Was ich tun möchte, ist eine neue Spalte, die die Werte von PhysDis enthält, aber nur wenn MDDOnset == 1, und eine andere wenn MDDOnset == 2. Ich möchte diese Spalten so machen, dass ich einen T-Test an ihnen durchführen kann und die zwei Gruppen (jene mit MDD vor OUD und diejenigen, die MDD nach OUD hatten, bezüglich welcher Gruppe eine größere körperliche Behinderungspunktzahl hat) vergleichen. Ich möchte jeden Fall, in dem MDDOnset nicht 1 ist, um NA zu sein.
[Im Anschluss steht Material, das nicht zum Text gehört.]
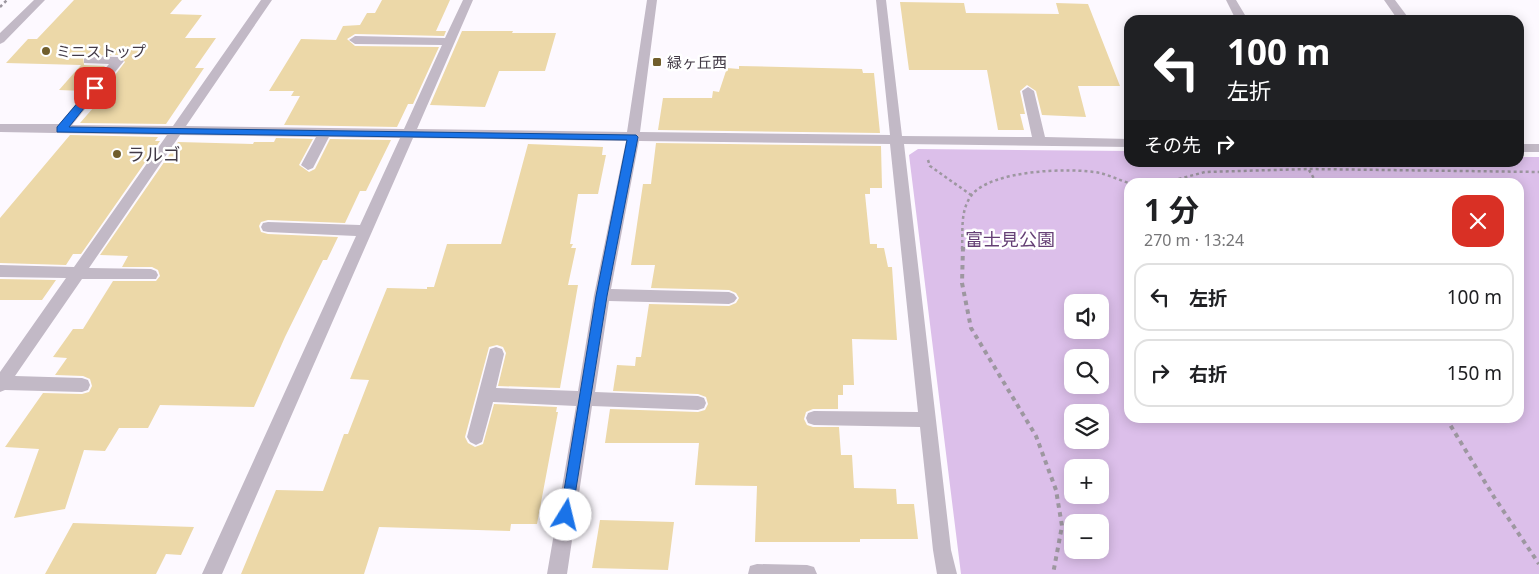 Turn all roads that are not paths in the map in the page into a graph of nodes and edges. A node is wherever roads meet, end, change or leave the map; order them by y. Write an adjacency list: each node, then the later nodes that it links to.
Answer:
1 (40, 0): 11 (street)
2 (267, 0): 19 (street)
3 (468, 0): 14 (street)
4 (652, 0): 22 (street)
5 (880, 0): 23 (street)
6 (1232, 0): 8 (street)
7 (1389, 0): 9 (street)
8 (1240, 15)
9 (1400, 15)
10 (393, 28): 13 (street)
11 (0, 40)
12 (355, 40): 13 (street)
13 (386, 41): 14 (street)
14 (449, 42): 21 (street)
15 (88, 60): 18 (street)
16 (1028, 92): 24 (street)
17 (0, 128): 18 (street)
18 (61, 130): 19 (street)
19 (174, 132): 20 (street); 32 (street)
20 (324, 133): 21 (street); 28 (street)
21 (408, 133): 22 (street); 30 (street)
22 (633, 137): 23 (street); 34 (street)
23 (896, 140): 24 (street); 43 (street)
24 (1040, 142): 25 (street)
25 (1124, 143)
26 (1524, 148): 27 (street)
27 (1539, 148)
28 (308, 165)
29 (268, 227): 30 (street)
30 (365, 231): 46 (street)
31 (0, 271): 32 (street)
32 (76, 273): 33 (street); 37 (street)
33 (150, 275)
34 (602, 296): 35 (street); 40 (street)
35 (729, 298)
36 (496, 354): 39 (street)
37 (0, 384): 38 (street)
38 (82, 385)
39 (486, 395): 40 (street); 44 (street)
40 (585, 398): 41 (street); 47 (street)
41 (698, 403)
42 (814, 418): 43 (street)
43 (928, 420): 49 (street)
44 (476, 437)
45 (757, 573): 48 (street)
46 (212, 574)
47 (557, 574)
48 (807, 574)
49 (947, 574)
ttest1 <-t.test(Comorbidity$MDDOnset==1, Comorbidity$PhysDis) 
ttest2 <-t.test(Comorbidity$MDDOnset==2, Comorbidity$PhysDis) 

Als ich das tat zweimal den t-Test, einmal wo MDDOnset = 1 und eine andere, wenn es 2 entsprach, war der Mittelwert für y (Komorbidität $ PhysDis) gleich, und wenn ich in die ursprüngliche CSV-Datei sah, Es stellte sich heraus, dass dieser Mittelwert der Mittelwert der gesamten Spalte war und nicht nur Fälle, in denen MDDOnset einen Wert von eins oder zwei hatte. Wenn es eine andere Möglichkeit gibt, die T-Tests auszuführen, die nur dann den Mittelwert von PhysDis haben, wenn MDDOnset = 1 ist, und einen anderen mit dem Mittelwert von PhysDis, wenn MDDOnset == 2, das keine neuen Spalten benötigt, dann sag es mir bitte .. Entschuldigen Sie, wenn es ähnliche Fragen gibt oder wenn meine Herangehensweise weit entfernt ist, ich bin neu in R und Programmierung im Allgemeinen und danke im Voraus.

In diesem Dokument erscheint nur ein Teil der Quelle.